“Innovating Innovation” è stato un momento di confronto di una bella squadra, sufficientemente diversificata, come esperienza, estrazione, cultura di base, che in ogni caso è stata capace di contribuire a quello che in molti chiamano cross-fertilization. “Le differenze non sono diventate divergenze, ma hanno prodotto conoscenza”. Il commento è di Michele Missikoff, direttore del progetto BIVEE, grazie al qual sta “lavorando ad una sezione del portale dove raccogliere le slide e le altre info sulla conferenza che ha avuto più di 300 tweet, post, commenti, ed inoltre, saranno a disposizione le registrazioni video degli interventi che verranno caricate sul canale BIVEE di YouTube. Certamente questo lavoro non andrà disperso, ma cercheremo di capitalizzare il risultato e ancor più le potenzialità del gruppo creato”.
“Raccolgo il suggerimento di da Maria Pia Rossignaud (direttore di Media Duemila), sull’idea di creare una rete di innovatori – prosegue Missikoff – e conto, di darci appuntamento fra un anno per ripetere l’esperienza”.
Innovare l’innovazione affinché tutto cambi.

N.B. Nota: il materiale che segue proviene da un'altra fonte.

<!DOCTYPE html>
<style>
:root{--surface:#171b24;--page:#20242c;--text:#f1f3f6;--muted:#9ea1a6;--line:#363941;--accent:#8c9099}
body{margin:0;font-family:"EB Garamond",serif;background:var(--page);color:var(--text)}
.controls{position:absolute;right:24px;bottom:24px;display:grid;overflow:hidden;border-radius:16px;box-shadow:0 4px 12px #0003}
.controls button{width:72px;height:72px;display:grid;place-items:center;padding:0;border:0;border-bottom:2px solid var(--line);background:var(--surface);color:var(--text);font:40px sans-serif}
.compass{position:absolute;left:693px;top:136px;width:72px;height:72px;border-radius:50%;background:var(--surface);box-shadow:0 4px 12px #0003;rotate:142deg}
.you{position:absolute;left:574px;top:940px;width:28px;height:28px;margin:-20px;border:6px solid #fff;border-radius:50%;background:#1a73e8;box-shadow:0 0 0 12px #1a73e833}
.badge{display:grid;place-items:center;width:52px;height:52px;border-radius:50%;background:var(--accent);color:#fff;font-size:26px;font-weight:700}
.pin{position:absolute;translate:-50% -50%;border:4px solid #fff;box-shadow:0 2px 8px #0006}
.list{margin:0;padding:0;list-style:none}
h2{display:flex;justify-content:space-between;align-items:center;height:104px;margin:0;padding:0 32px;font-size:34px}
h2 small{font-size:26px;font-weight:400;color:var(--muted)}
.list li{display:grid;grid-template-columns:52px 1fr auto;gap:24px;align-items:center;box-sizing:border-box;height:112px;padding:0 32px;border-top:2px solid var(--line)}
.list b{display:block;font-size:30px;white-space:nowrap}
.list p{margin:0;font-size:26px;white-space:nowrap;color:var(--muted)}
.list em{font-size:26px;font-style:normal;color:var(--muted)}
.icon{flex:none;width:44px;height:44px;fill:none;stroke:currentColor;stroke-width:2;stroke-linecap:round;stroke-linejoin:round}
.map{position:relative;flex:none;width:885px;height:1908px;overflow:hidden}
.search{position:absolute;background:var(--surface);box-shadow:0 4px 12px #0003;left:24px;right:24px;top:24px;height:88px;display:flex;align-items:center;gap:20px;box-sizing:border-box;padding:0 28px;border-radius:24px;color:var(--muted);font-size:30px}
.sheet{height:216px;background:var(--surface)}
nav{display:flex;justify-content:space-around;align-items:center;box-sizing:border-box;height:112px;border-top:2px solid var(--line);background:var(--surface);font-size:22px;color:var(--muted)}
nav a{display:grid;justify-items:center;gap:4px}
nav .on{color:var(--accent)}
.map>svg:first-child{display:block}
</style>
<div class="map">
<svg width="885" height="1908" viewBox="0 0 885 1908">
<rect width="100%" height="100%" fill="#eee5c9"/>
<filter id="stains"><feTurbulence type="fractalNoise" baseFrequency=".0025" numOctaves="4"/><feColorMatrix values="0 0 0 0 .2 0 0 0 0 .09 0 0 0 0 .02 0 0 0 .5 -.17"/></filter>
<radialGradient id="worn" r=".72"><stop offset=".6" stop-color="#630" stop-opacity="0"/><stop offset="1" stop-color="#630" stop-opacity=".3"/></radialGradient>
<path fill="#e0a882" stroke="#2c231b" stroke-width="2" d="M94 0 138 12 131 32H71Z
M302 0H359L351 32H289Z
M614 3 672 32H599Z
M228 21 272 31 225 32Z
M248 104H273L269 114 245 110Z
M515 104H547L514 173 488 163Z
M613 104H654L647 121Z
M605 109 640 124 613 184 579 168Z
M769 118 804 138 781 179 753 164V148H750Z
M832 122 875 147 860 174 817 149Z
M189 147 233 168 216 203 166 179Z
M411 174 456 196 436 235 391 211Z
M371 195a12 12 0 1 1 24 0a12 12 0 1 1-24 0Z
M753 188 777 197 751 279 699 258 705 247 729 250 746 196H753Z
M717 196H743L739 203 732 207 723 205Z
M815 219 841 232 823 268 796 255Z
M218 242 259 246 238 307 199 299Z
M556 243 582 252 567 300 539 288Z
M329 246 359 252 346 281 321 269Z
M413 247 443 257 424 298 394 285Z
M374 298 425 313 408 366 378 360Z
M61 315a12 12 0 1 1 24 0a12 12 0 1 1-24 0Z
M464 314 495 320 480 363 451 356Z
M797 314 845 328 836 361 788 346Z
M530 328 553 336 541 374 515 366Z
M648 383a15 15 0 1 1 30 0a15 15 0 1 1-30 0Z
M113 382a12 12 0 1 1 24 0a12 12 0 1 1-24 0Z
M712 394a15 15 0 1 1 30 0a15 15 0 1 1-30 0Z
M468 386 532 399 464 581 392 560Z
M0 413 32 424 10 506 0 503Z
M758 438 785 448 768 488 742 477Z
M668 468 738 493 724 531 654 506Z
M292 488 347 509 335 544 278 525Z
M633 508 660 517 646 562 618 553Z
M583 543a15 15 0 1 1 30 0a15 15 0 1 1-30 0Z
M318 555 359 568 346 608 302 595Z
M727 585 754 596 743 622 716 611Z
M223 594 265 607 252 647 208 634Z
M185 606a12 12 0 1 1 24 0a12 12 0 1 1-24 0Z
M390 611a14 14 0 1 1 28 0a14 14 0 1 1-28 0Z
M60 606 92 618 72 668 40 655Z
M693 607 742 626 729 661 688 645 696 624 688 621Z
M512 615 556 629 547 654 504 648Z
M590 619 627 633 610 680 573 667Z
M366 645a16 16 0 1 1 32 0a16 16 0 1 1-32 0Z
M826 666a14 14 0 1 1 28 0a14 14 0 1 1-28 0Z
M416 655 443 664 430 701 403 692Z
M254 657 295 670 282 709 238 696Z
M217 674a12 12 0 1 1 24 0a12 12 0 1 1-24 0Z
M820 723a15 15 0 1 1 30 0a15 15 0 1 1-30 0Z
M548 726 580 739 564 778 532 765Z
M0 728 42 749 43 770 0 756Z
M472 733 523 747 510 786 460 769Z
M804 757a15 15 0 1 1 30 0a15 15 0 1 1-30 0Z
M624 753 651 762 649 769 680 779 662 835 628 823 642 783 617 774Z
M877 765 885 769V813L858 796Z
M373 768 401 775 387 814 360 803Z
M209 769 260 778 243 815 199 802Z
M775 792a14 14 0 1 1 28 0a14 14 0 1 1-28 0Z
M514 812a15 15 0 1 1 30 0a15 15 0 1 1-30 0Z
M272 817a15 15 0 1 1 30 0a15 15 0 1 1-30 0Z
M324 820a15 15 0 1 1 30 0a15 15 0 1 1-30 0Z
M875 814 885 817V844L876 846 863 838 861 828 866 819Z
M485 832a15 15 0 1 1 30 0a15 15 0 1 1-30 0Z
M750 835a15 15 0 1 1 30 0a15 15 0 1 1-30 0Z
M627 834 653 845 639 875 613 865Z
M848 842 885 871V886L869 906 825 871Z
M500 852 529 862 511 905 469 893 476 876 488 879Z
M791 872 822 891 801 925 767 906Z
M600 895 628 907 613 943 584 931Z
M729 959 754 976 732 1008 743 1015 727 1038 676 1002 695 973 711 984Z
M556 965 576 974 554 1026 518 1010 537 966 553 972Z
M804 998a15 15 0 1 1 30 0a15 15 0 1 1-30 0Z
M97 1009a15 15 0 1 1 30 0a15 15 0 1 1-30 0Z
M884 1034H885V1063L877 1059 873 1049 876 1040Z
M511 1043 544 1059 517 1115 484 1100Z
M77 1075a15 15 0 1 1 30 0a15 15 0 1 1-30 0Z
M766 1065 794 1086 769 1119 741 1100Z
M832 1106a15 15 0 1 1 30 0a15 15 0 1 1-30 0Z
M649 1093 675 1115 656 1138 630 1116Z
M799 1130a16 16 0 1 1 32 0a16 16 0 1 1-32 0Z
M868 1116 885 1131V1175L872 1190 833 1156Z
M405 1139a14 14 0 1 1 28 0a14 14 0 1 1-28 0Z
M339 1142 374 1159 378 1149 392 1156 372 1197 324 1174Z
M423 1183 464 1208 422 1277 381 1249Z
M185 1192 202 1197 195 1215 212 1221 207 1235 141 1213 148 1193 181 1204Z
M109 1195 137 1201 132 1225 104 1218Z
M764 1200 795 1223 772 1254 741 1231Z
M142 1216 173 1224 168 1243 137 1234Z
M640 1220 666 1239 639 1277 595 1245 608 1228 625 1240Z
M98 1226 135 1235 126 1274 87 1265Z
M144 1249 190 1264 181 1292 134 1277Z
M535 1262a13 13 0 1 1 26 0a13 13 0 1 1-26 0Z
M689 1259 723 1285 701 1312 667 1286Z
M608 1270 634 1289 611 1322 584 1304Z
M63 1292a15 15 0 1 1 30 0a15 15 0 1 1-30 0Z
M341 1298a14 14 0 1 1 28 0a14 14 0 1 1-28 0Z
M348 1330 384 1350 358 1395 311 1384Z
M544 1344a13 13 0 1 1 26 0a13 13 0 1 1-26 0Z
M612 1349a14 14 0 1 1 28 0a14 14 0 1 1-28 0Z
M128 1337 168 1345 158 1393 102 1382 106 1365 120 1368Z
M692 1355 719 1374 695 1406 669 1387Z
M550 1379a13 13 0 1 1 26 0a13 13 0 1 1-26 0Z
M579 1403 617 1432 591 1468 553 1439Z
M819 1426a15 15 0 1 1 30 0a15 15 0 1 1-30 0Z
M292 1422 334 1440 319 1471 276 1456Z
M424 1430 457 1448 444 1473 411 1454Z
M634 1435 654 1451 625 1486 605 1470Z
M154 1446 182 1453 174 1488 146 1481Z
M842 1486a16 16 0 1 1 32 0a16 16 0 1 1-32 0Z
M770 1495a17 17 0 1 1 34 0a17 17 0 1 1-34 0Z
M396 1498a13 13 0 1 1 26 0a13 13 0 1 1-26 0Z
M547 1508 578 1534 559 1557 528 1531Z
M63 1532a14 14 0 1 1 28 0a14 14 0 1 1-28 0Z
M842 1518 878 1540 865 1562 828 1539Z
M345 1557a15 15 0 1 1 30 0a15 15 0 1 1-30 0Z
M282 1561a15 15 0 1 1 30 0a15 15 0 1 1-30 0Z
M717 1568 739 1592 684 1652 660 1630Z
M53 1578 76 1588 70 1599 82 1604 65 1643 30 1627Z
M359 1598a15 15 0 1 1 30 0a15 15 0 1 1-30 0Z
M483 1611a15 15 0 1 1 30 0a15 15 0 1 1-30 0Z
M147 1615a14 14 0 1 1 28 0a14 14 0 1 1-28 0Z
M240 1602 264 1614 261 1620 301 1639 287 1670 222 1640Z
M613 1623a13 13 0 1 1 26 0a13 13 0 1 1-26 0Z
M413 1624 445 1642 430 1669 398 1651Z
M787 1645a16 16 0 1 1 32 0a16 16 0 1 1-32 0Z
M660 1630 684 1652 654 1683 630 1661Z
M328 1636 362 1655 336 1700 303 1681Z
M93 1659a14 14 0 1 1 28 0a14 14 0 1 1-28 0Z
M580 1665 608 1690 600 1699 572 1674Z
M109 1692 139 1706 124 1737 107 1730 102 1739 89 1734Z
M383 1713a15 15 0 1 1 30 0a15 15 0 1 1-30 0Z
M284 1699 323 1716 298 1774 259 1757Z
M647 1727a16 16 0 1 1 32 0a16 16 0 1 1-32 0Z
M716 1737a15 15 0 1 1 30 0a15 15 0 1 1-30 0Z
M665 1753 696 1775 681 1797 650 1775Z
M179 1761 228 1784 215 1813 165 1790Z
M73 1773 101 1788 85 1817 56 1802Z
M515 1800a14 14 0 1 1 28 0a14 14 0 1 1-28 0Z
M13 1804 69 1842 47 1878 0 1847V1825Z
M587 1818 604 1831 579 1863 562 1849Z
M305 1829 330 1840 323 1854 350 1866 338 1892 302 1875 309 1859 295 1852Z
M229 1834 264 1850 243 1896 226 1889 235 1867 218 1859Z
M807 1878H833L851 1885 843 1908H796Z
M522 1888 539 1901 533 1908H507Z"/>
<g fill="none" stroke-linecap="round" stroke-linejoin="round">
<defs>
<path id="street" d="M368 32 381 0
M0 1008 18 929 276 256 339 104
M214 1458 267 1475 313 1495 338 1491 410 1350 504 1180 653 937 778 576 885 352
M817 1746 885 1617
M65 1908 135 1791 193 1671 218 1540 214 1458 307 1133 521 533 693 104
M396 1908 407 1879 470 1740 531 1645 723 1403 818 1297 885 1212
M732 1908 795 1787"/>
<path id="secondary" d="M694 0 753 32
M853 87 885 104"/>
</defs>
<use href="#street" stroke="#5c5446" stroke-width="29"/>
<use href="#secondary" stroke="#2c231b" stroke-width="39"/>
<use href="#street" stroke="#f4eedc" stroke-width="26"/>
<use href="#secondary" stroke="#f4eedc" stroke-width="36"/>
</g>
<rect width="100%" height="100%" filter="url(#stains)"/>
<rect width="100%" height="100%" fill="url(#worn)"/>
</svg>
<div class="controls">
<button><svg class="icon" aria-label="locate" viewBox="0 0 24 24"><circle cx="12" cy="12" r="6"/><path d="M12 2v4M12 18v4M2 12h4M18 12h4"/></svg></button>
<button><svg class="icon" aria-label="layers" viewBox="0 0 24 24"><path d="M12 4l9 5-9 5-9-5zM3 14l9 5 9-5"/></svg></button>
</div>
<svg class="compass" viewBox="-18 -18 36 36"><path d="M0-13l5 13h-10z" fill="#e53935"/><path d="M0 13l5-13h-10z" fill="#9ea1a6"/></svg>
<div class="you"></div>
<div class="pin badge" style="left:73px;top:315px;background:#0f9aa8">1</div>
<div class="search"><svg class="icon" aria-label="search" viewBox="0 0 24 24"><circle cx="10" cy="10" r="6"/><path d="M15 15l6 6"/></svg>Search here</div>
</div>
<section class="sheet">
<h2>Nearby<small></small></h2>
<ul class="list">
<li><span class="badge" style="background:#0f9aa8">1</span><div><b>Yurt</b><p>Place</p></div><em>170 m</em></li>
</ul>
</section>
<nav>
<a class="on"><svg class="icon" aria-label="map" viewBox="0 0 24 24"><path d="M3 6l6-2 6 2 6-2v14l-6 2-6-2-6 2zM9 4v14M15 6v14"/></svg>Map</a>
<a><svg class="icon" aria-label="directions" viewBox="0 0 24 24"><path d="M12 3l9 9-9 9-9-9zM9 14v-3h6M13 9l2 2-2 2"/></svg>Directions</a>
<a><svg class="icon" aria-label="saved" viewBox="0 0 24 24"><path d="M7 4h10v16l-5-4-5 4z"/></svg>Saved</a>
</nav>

Questo lo scopo del convegno che si è tenuto il 20 e 21 ottobre al CNR, a cui hanno partecipato, fra gli altri, Paolo Annunziato (direttore generale CNR), e di cui abbiamo pubblicato l’intervista nella scorsa newsletter, Flavia Marzano (Presidente Stati Generali dell’Innovazione), Nello Iacono (Stati Generali dell’Innovazione) e Carlo Alberto Pratesi (Univ. Roma Tre), che sono stati anche i protagonisti dell’Atelier di Intelligenza Connettiva che ha chiuso i lavori. Innovare l’innovazione affinché tutto cambi. Questo lo scopo. Oggi i mercati che si evolvono con la globalizzazione, hanno bisogno di innovare nella stessa innovazione. Quest’ultimo è un tema difficile da affrontare, spesso lo si chiude nella dimensione creativa, talvolta artistica, difficile dunque da inquadrare con metodologie sistematiche di tipo ingegneristico. L’innovazione può essere ripensata, è possibile esplorarne nuovi modi e nuove forme, non tanto per la grande impresa che ha strumenti e risorse, quanto ripensarla nell’ottica di sistemi di impresa “Rete” utile ad ecosistemi moderni (virtual enterprise virement). Fra la miriade di appuntamenti il nostro si è diversificato proprio perché è stato un convegno di meta innovazione. Il dominio affrontato è stato quello dell’innovazione applicata in diversi settori. Lo scenario emerso sarà raccontato in un white paper, documento che certificherà i risultati emersi dal convegno.